■ The records ■
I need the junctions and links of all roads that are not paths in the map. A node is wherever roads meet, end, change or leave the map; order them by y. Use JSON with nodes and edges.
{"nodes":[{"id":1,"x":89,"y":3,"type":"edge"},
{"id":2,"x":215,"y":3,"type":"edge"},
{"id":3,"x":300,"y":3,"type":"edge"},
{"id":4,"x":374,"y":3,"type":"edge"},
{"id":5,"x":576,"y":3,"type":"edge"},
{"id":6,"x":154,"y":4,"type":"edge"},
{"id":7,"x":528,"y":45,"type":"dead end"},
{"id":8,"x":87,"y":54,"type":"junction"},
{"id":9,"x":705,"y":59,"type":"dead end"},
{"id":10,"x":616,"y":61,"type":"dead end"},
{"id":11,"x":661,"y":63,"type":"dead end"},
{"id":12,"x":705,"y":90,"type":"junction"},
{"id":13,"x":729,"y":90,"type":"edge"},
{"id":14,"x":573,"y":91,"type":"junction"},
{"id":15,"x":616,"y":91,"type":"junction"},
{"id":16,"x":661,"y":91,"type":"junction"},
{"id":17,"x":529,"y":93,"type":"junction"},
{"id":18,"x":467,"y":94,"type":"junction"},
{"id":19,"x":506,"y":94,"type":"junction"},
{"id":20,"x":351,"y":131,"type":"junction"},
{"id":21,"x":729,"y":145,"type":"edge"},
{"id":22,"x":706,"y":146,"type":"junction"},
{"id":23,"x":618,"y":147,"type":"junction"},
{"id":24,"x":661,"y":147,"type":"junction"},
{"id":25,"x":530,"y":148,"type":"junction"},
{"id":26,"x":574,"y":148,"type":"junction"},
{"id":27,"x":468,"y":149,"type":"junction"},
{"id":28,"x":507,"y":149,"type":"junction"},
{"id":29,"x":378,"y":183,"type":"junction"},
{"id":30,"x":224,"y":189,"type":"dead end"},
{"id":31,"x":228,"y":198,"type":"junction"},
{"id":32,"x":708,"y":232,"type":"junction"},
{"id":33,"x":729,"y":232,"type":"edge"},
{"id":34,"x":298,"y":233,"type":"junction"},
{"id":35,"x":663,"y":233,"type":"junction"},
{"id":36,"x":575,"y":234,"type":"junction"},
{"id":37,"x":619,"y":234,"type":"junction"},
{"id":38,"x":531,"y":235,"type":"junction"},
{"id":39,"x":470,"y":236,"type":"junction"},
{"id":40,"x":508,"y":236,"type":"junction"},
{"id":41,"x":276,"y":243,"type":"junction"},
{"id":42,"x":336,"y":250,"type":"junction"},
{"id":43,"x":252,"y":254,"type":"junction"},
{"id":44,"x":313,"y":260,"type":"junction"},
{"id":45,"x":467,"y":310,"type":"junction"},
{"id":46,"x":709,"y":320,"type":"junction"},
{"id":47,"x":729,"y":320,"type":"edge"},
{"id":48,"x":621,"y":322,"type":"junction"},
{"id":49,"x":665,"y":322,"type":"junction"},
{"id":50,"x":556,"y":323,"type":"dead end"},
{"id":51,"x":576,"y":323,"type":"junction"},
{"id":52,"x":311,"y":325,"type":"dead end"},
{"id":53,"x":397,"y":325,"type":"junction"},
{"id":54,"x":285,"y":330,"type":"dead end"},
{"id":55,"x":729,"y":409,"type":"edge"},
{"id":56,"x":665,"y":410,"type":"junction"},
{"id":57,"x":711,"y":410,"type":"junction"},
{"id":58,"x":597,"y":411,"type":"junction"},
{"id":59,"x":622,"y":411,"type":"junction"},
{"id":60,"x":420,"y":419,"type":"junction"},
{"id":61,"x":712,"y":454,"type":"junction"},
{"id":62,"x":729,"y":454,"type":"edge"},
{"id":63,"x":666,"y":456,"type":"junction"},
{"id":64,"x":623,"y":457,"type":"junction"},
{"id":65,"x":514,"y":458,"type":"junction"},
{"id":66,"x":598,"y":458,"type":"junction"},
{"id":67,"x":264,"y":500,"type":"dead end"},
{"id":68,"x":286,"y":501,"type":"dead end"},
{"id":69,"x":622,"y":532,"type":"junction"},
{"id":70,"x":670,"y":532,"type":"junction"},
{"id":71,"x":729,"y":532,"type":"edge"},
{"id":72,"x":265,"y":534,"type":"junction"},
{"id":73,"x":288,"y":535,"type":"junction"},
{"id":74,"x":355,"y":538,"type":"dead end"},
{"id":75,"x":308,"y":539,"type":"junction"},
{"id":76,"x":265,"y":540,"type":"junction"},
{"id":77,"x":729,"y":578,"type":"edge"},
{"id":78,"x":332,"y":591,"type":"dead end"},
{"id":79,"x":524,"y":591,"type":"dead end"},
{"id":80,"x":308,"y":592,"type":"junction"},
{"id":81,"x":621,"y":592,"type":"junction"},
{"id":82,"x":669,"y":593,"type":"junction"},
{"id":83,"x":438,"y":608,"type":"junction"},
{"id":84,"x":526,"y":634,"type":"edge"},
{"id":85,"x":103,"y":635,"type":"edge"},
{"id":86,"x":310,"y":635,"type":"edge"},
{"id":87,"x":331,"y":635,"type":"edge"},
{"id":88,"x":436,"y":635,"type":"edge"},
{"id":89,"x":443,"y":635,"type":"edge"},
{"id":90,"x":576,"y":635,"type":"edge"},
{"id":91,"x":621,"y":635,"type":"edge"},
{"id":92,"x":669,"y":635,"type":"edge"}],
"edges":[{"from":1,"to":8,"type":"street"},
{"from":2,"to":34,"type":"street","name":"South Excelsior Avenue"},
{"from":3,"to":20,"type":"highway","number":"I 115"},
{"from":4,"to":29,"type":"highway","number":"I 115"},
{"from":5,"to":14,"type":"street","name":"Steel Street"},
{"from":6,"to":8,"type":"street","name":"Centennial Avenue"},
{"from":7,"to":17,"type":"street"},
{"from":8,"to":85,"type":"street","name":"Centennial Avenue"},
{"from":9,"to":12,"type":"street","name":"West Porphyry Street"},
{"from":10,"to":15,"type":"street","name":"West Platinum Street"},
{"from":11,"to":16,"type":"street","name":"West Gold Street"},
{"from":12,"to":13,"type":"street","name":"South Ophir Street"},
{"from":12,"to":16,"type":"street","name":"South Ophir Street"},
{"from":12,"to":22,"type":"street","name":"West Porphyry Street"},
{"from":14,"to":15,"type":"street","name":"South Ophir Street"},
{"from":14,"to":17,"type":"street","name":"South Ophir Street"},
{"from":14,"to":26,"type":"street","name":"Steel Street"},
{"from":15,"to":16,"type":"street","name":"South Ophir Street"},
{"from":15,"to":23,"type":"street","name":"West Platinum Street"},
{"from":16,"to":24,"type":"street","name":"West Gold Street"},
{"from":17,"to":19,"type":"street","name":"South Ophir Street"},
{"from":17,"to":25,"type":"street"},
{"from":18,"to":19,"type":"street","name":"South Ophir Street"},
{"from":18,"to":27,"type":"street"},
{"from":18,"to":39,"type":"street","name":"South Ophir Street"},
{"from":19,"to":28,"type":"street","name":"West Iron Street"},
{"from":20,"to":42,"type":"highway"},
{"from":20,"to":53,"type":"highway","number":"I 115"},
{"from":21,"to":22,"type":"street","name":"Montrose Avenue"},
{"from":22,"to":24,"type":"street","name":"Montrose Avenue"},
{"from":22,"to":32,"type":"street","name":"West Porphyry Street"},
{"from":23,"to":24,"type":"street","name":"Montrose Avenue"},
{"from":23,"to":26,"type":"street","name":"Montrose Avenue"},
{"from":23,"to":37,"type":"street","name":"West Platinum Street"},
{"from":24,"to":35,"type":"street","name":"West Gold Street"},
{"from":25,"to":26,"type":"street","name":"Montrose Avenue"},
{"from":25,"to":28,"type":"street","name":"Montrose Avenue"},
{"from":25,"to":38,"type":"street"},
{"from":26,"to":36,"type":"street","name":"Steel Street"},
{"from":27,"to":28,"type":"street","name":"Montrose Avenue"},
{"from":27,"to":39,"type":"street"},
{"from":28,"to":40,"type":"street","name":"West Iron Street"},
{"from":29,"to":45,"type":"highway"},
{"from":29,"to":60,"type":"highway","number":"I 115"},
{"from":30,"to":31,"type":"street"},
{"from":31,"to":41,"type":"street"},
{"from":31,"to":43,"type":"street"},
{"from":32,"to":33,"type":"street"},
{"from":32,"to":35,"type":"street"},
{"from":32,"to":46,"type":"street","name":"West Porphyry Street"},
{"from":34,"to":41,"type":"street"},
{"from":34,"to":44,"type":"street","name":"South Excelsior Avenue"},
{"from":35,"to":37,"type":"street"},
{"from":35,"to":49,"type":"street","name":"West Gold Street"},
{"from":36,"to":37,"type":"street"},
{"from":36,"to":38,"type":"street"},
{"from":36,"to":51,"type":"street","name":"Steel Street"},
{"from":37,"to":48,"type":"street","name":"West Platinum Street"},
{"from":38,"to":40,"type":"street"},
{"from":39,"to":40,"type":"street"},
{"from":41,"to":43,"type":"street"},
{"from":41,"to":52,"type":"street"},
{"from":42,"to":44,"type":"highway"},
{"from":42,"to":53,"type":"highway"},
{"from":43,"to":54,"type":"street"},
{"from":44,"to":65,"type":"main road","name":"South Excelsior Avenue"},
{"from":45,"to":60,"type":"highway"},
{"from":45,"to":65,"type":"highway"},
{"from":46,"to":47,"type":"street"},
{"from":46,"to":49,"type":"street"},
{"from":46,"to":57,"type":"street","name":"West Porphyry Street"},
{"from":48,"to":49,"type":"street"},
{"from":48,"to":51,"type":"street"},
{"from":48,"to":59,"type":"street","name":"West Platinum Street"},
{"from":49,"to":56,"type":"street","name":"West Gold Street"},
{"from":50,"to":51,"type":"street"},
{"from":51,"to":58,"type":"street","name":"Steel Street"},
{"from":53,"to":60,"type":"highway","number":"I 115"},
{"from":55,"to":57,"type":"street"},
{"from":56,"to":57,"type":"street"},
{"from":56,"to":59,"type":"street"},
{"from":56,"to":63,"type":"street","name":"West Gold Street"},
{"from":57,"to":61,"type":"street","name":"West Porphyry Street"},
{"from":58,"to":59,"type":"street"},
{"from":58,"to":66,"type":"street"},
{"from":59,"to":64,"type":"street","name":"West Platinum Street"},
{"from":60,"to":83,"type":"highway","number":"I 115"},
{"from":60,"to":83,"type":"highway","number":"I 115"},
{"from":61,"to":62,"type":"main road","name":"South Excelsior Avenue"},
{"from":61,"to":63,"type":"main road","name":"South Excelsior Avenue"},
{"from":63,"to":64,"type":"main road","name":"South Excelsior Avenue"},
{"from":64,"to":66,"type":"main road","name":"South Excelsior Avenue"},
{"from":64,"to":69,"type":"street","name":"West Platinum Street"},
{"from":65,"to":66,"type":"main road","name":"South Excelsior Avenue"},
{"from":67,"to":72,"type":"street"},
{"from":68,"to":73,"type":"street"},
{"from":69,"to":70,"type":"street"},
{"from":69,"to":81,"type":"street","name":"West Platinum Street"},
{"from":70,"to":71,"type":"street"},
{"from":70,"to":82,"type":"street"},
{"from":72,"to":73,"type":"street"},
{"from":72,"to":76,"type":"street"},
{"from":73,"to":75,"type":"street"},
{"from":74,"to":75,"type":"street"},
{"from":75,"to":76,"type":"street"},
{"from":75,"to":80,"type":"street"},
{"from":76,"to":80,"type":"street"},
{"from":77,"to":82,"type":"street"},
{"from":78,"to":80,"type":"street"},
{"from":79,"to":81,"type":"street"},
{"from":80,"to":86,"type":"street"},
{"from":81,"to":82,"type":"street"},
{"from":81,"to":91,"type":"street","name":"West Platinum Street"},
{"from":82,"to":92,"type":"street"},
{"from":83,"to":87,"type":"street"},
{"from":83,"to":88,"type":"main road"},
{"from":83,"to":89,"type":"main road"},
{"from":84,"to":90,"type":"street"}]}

■ Work to be completed ■
Nothing beyond a number is expected: count the lines of the material that hold the string "Centennial".

■ Task result ■
2